As the Co-founder of an HR Consulting Startup, I have the flexibility to choose my work hours and work week. Even then, to accomplish my work goals,I felt the need of a professionally run daycare for my 6-year-old for 2-3 days per week (4-5 hours), and thus my hunt began. The problems I faced?? Too many!!
- Not enough daycares in and around my workplace - a residence radius to choose from.
- Some only accept children up to 5 years of age.
- Some do not work on a 2-3 day week module
- Some only accept if you pay Quarterly
- Some do not provide meals
- Some daycares start only around 1:30 pm
- Some didn’t have enough security measures to choose from
- Many didn’t have enough physical-mental activity hours for the kids.
Compromising on a few points in my checklist, I finally zeroed in on one which is a 5-minute walk from my workplace. Not fully satisfied, my son and I are still in the phase of adjusting to the center.
While a few big Corporates do offer the option of daycare, there is a major gap between the demand and supply of such services. I strongly feel that we need massive corporatization of daycares in India. To corroborate the claims of the need to introduce more and more women in the workforce, our Government in collaboration with the Corporates should introduce rules and regulations based on international standards and work towards making daycare an organized industry.
A few leaves that can be taken from American / European books:
- A Strict Licensing System needs to be introduced to ensure minimum health and safety standards. Day Cares needs to be run professionally and not on an ad hoc basis.
- Extensive Training Programs in the area of Child Care should be designed and imparted to those who run daycares or work with them.
- More and More Schools should be encouraged to have “After school” child care services for working parents.
- Each Industrial / Corporate Area should have a number of daycares making it easier for mothers to work peacefully with the knowledge that the child is just a few minutes away.
- The Concept of Co-working spaces attached to daycare facilities should be introduced.
- The Concept of Dash (Drop Off) Service for a short duration (e.g. 2 hours) is almost non-existent in the country. I wonder why??
- Cost of Quality Day Care Services should either be subsidized or controlled.
- RECREATING THE PROCESS OF APPOINTMENT OF TEACHERS
In spite of the fact that a lot of women are interested in teaching Jobs after they get married or have a baby, more than 550,000 seats are lying vacant in government schools across India.
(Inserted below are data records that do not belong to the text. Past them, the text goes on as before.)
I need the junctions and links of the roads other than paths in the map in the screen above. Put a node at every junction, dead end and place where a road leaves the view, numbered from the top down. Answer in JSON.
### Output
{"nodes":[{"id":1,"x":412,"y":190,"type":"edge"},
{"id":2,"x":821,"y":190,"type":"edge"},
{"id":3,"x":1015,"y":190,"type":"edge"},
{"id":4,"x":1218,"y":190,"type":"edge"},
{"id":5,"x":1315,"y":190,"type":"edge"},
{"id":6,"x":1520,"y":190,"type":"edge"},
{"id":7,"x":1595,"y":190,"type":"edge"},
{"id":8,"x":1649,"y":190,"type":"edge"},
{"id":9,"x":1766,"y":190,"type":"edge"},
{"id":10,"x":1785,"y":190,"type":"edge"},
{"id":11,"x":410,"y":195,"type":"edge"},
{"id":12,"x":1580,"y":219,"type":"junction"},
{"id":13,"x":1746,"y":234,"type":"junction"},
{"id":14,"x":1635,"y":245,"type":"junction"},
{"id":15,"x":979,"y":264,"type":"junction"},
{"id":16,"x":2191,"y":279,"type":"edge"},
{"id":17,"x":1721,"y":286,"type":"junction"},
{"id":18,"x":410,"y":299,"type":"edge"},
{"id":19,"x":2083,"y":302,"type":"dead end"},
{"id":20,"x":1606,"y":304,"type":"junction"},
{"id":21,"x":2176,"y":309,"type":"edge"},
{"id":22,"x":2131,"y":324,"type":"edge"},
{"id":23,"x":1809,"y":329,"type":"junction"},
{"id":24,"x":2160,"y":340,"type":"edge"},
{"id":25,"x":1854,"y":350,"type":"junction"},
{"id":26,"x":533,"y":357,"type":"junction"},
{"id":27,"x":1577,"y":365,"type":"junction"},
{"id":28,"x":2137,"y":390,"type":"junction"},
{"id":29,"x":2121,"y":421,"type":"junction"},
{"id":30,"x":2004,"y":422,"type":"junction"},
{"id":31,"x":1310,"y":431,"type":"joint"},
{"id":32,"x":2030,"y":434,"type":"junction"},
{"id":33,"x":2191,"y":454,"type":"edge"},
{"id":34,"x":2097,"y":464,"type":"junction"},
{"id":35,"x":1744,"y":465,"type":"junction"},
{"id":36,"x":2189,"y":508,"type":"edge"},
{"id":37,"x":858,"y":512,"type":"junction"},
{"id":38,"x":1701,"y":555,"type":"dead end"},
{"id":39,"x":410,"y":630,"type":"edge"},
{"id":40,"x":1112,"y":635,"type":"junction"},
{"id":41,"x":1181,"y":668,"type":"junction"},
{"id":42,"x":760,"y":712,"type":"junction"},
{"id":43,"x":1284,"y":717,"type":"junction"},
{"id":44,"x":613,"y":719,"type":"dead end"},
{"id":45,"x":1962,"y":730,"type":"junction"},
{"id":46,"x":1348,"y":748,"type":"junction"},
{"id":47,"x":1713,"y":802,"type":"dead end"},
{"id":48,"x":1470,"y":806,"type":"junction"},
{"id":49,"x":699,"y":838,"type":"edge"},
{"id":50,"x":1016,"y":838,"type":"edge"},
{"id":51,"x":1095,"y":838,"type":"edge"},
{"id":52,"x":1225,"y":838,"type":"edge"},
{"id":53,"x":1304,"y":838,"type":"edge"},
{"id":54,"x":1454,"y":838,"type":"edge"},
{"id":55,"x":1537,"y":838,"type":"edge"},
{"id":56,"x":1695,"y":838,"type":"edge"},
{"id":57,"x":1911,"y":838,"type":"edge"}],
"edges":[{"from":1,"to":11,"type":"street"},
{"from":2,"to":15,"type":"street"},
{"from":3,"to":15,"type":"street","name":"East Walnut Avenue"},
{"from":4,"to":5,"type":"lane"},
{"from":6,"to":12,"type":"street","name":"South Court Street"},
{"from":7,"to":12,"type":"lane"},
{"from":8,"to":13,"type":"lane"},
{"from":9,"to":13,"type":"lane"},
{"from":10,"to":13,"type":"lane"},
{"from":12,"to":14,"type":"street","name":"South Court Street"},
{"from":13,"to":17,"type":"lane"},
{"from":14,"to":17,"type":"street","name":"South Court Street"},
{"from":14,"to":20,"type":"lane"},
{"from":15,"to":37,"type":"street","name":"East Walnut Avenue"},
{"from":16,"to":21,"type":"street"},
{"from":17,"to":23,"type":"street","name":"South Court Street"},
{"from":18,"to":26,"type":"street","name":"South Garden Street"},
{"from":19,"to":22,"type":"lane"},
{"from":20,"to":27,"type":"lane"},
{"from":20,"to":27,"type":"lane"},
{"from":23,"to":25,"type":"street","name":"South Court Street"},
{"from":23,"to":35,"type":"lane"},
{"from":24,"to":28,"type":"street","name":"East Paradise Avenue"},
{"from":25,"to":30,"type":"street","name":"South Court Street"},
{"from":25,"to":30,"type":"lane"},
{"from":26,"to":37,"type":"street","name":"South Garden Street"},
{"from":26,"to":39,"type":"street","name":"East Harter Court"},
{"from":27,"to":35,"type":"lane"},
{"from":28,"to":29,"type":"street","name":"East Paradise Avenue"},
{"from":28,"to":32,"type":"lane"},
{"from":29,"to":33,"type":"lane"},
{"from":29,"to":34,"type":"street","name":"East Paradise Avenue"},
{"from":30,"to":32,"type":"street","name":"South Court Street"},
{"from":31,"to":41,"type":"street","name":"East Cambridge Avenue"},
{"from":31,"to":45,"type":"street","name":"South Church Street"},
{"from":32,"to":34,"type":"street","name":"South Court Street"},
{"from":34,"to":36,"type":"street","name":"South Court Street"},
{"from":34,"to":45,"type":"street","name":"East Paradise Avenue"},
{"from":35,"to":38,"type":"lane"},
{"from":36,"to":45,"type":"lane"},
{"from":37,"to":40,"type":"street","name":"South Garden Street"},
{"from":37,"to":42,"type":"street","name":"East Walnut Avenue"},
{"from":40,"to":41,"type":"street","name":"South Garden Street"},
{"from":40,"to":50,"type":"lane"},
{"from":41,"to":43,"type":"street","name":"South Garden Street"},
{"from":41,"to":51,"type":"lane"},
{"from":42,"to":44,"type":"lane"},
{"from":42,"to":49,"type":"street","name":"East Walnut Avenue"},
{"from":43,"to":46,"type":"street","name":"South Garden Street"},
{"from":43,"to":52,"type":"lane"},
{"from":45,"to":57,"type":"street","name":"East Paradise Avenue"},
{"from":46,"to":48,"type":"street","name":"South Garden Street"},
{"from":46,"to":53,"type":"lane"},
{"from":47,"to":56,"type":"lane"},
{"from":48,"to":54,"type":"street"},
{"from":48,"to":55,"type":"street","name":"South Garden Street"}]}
In Delhi, around 50% of teaching positions in government schools are vacant. Such figures call for a reality check and a result-oriented action plan.
- A convergence platform needs to be developed to attach well-educated women (maybe Non-B.ED but B.A./ MA. / MBAs etc) to teaching positions. These women can complete their certification courses (through Distance / Internship / WeekendPrograms )while on the job.
- “Less than Meager” Pay-scale and Benefits of Government School Teachers need to certainly be relooked at.
- Even the Pre Primary teachers at Privately Run Early Learning Centers are paid minuscule amounts as Salary vis a vis the importance of their work in shaping the minds of the future. I have seen women lose interest in becoming a pre-primary teacher once they get to know the amount being paid for the job.
Examples like Indra Nooyi, Chanda Kochar, and Shikha Sharma reassert my belief that women with successful careers are not only single women but also women who are mothers. They have not only gotten back to their careers but taken it up a couple of notches higher. But for this circle to increase we need a realignment in the mindset of corporates, the government, and importantly the women.